Massime Corte d'Appello SCV

 

Causa N. 55/1996 - 14 luglio 1998 - 30 ottobre 1998, S.E. Pompedda Pres., Giacobbe Rel. (conferma decisione del Collegio di conciliazione e arbitrato n. 7/96).

 

Art. 12 dello Statuto ULSA - Ambito di indagine della Corte di Appello dello Stato della Città del Vaticano.

Art. 80 R.G.C.R - Provvedimento di destituzine di diritto - Definitività - Mancata impugnazione nei termini di legge. Vizi di legittimità - Diversità dalla nullità e dalla inesistenza.

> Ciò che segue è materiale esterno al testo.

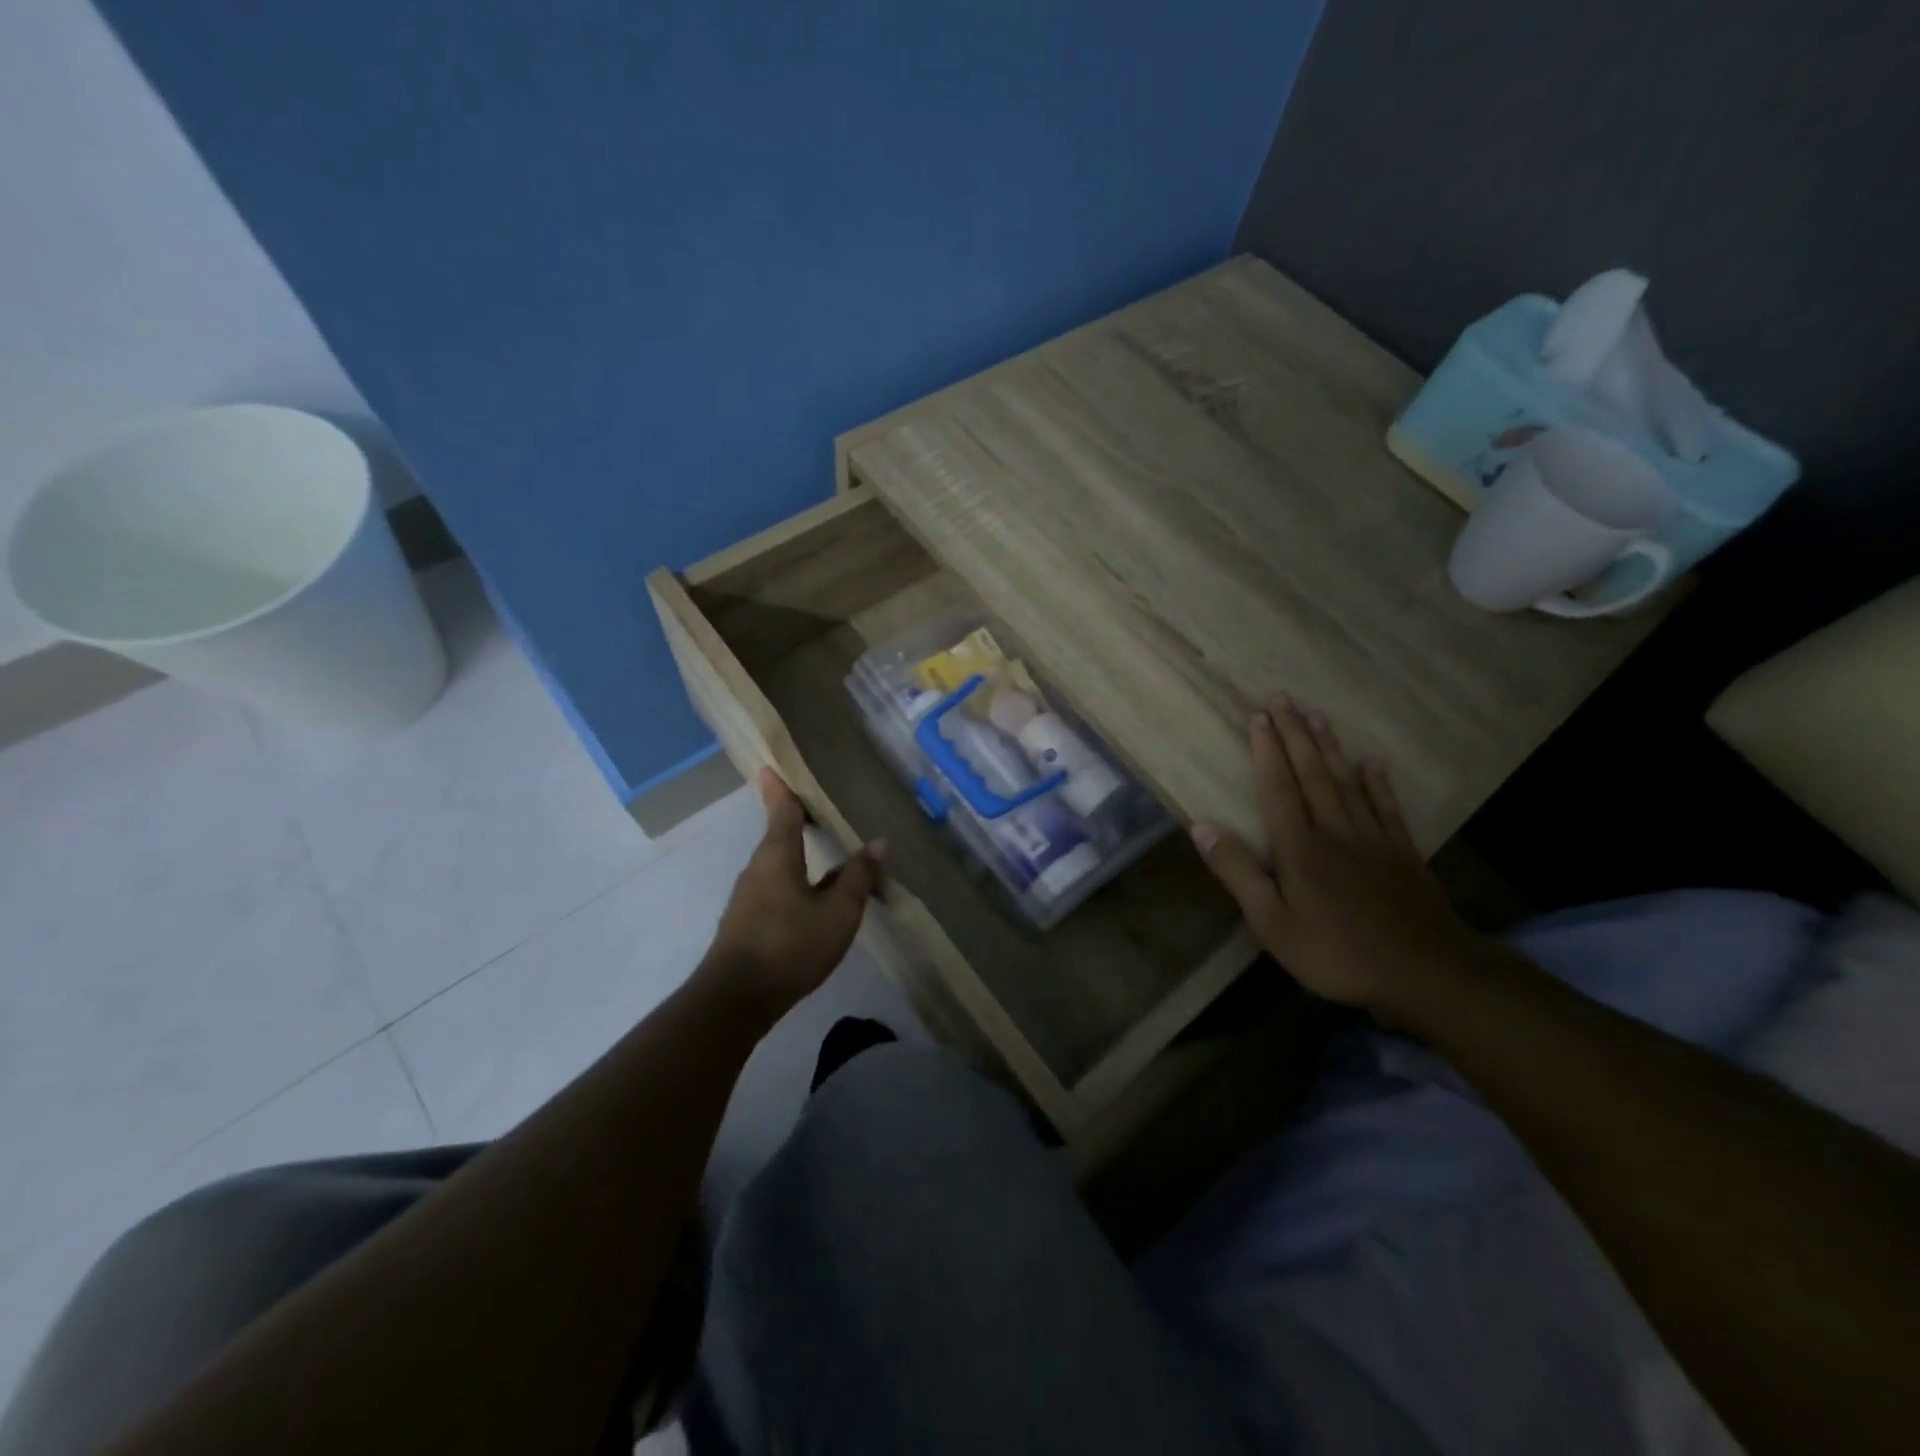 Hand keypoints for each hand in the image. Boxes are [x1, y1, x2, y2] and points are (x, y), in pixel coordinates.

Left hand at [702, 769, 884, 1019]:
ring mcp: (750, 898)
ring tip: (827, 853)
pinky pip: (777, 889)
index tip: (771, 766)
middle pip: (779, 836)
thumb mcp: (838, 912)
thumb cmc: (790, 945)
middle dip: (796, 821)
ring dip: (800, 856)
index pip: (781, 810)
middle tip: (819, 806)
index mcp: (777, 856)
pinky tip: (816, 899)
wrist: (736, 1000)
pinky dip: (797, 882)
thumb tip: (879, 843)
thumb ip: (859, 877)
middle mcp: (758, 869)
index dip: (780, 788)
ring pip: (780, 866)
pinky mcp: (748, 923)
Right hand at [1191, 699, 1485, 1022]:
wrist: (1427, 973)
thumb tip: (1201, 827)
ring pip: (1346, 782)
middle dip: (1295, 734)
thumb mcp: (1273, 924)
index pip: (1277, 789)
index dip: (1266, 752)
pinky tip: (1372, 763)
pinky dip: (1378, 783)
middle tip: (1283, 699)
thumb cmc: (1337, 953)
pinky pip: (1387, 807)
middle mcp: (1335, 831)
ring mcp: (1373, 839)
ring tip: (1317, 716)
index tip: (1259, 717)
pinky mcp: (1403, 853)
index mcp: (1300, 848)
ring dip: (1329, 748)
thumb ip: (1239, 873)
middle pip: (1311, 774)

Provvedimento amministrativo illegittimo - Mancata impugnazione entro i termini - Effetti preclusivi e non sanatoria.

Decadenza - Principi.

Obbligo di provvedimento - Limiti

Silenzio-rigetto - Rilevanza.

 

Il ricorso di legittimità previsto dall'art. 12 dello Statuto dell' ULSA attribuisce alla Corte di Appello dello Stato della Città del Vaticano un controllo di mera legittimità, dovendosi accertare se la decisione impugnata sia o no conforme ai principi di diritti che regolano, rispettivamente, i1 procedimento e il rapporto sostanziale.

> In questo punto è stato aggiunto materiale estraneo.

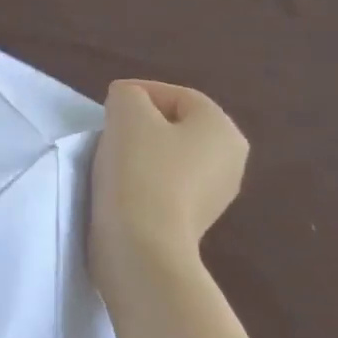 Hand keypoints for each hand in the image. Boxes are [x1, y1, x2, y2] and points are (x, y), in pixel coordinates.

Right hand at [90, 80, 246, 266]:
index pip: (179, 96)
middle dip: (142, 122)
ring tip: (109, 156)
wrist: (142, 246)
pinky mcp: (192, 221)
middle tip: (108, 127)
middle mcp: (231, 161)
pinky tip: (120, 186)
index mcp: (223, 130)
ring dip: (141, 152)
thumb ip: (128, 95)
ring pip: (171, 156)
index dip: (141, 92)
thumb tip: (129, 103)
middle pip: (177, 126)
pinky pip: (166, 185)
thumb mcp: (127, 114)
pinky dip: (144, 179)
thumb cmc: (140, 170)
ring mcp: (215, 195)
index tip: (107, 103)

Quando sia stato accertato che il provvedimento di destituzione, non essendo stato impugnato nei termini di legge, è divenuto definitivo, non è consentito, in sede di legittimità, proporre ragioni che avrebbero dovuto essere prospettate, con le modalità ed entro i termini previsti dalla legge, al Collegio di conciliazione e arbitrato. Ed infatti, i possibili' vizi dell'atto di destítuzione sono da ricondurre alla categoria della violazione di legge e non determinano una nullità radicale e, tantomeno, l'inesistenza del provvedimento impugnato.

La mancata impugnazione del provvedimento amministrativo illegittimo, entro i termini di legge, non comporta la sanatoria di esso, bensì la preclusione di ogni atto di impugnaZione con conseguente definitività di quel provvedimento.

I termini di decadenza non possono essere sospesi soltanto perché la parte non li avrebbe rispettati per convinzioni personali o per effetto di una riserva mentale. Infatti, alla decadenza non sono applicabili le norme attinenti alla sospensione ed interruzione proprie della prescrizione, onde, scaduto il termine, non sono ammissibili proroghe.

La risposta dell'Amministrazione ad una istanza che, per il suo contenuto, non esprima una volontà idonea a determinare effetti giuridici, è da considerare come mera espressione di cortesia, con la conseguenza che, rispetto ad essa, non è configurabile la formazione di un provvedimento o di un provvedimento di silenzio-rigetto.

L'istituto del silenzio-rigetto assume rilevanza, come atto amministrativo autonomamente impugnabile, soltanto nell'ipotesi in cui esso sia riferibile ad un atto dovuto della autorità amministrativa cui l'istanza è rivolta. Da ciò deriva che quando, come nella fattispecie, non è ipotizzabile il diritto della parte istante ad ottenere il provvedimento amministrativo, non si può ritenere che si sia realizzato il silenzio-rigetto che consente la correlativa impugnazione.